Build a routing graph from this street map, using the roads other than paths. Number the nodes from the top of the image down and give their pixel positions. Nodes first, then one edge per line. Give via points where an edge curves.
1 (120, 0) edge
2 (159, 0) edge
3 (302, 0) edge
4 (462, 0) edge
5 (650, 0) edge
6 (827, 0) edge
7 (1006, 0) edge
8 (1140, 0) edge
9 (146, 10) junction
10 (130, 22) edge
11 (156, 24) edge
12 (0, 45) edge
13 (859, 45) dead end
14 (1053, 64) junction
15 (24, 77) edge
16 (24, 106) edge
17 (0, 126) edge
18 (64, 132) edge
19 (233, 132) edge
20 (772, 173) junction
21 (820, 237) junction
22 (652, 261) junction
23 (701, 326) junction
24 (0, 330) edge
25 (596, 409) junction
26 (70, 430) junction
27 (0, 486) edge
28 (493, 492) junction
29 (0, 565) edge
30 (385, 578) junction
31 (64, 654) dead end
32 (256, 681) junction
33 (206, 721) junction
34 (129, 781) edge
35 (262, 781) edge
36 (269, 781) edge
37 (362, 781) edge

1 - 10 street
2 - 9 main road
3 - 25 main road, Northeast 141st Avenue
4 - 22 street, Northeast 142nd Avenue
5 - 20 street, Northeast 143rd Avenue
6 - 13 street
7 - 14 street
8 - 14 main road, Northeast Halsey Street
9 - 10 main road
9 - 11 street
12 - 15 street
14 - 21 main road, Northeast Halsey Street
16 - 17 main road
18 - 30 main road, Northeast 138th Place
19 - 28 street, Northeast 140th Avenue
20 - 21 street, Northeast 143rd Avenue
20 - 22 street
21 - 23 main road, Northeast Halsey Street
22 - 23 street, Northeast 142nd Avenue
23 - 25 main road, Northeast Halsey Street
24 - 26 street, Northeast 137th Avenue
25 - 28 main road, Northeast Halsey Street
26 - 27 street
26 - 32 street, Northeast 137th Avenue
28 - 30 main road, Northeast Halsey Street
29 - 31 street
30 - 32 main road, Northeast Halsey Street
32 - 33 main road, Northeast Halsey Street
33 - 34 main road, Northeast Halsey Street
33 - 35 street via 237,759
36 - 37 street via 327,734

____________________

### Problem requirements:
Number of lines above that include "Halsey": state it and nothing else.

### Exercise answer:
9